Columnistas

El día después

Con incontables las veces en que lo mencionamos, primero como un deseo y luego como una demanda, en cuanta entrevista, opinión y comentario teníamos oportunidad.

En redes sociales, por radio, en la televisión, en el diario, en las conversaciones con amistades, parientes y personas que -sin conocerme- me abordan en espacios públicos y privados.

Lo decíamos una y otra vez, reiteradamente y como una letanía. “Esperamos despertarnos el 27 de noviembre con la tranquilidad de que, sin importar quién venza y quién pierda, se reconocerán con valor los resultados y se iniciará al necesario proceso de unificar al país. No sirve de nada ganar y gobernar sobre cenizas”.

Confieso que hacía acopio de optimismo cada vez que lo decía, queriéndome convencer de un escenario ideal, digno de mostrar y compartir con mis contemporáneos y mis seres más amados.

En todo momento trataba de transmitir mi idea del país que nos merecemos, ese en el que soñaron nuestros abuelos cuando dejaron a un lado las guerras civiles, cuando experimentaron exilios y las desgracias de la intolerancia política, cuando acudieron esperanzados a ejercicios electorales para quebrar con un pasado plagado de historia triste y vergonzosa. Y lo hacía, aún sabiendo que las señales y evidencia no eran las más propicias para creerlo así.

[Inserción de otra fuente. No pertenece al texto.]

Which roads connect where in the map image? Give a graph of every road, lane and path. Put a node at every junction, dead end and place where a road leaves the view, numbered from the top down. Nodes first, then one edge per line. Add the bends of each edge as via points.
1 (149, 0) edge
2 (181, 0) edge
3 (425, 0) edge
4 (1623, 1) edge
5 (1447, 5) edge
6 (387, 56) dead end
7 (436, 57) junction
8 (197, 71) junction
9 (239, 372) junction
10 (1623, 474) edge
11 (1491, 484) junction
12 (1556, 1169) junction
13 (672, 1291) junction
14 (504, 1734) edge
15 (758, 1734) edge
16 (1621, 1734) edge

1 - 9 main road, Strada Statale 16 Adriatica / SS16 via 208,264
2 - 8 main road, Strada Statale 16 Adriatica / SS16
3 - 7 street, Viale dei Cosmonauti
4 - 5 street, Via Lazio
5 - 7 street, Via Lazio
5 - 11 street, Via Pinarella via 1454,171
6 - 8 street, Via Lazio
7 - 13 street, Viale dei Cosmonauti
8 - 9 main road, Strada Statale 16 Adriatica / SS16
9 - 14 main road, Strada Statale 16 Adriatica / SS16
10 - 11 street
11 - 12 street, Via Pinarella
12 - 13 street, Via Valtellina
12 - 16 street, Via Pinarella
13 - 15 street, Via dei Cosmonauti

Vivimos tiempos excepcionales. Nuestros familiares y amistades se posicionan hoy en los dos extremos de una realidad en la que la sensatez y las buenas maneras se han vuelto a distanciar, diametralmente y sin posibilidad de escucha, con poca anuencia al diálogo y al entendimiento.

Era un escenario previsto y predecible en estudios sobre el estado y evolución democrática de nuestro país: ya en 2013, conclusiones del Proyecto de Análisis Político y Escenarios Prospectivos (PAPEP) del Programa de las Naciones Unidades para el Desarrollo (PNUD) anticipaba que Honduras debía contener los riesgos de una “ingobernabilidad progresiva”, en medio de alternativas poco halagüeñas, como las de una “gobernabilidad regresiva” o una “gobernabilidad vulnerable” (los recordados Diego Achard y Luis Eduardo González gustaban llamar a este marasmo “zona de riesgo”, pero fue el segundo el que dijo que entraríamos en una etapa de “crisis recurrentes”).

Se anticipaba en ese análisis que la interrupción de procesos de inclusión y “oxigenación” política, en medio de una nueva correlación de fuerzas, podrían “activar el riesgo de una crisis de gobernabilidad”, en la que esa misma correlación y el posicionamiento adoptado por actores clave podrían conducir a una polarización del país y al impulso de una relación de imposición/bloqueo.

Nuestros liderazgos políticos han venido construyendo estos escenarios de “in/gobernabilidad” desde hace varios años al no administrar apropiadamente la adaptación del sistema político y social a esta delicada coyuntura de tránsito y reconfiguración.

El Tribunal Supremo Electoral (TSE) que tenemos era ya el ingrediente premonitorio de la situación que actualmente vivimos. Pero es la irresponsabilidad de la clase política y su retórica -que dice medias verdades- el detonante real del caos del día después.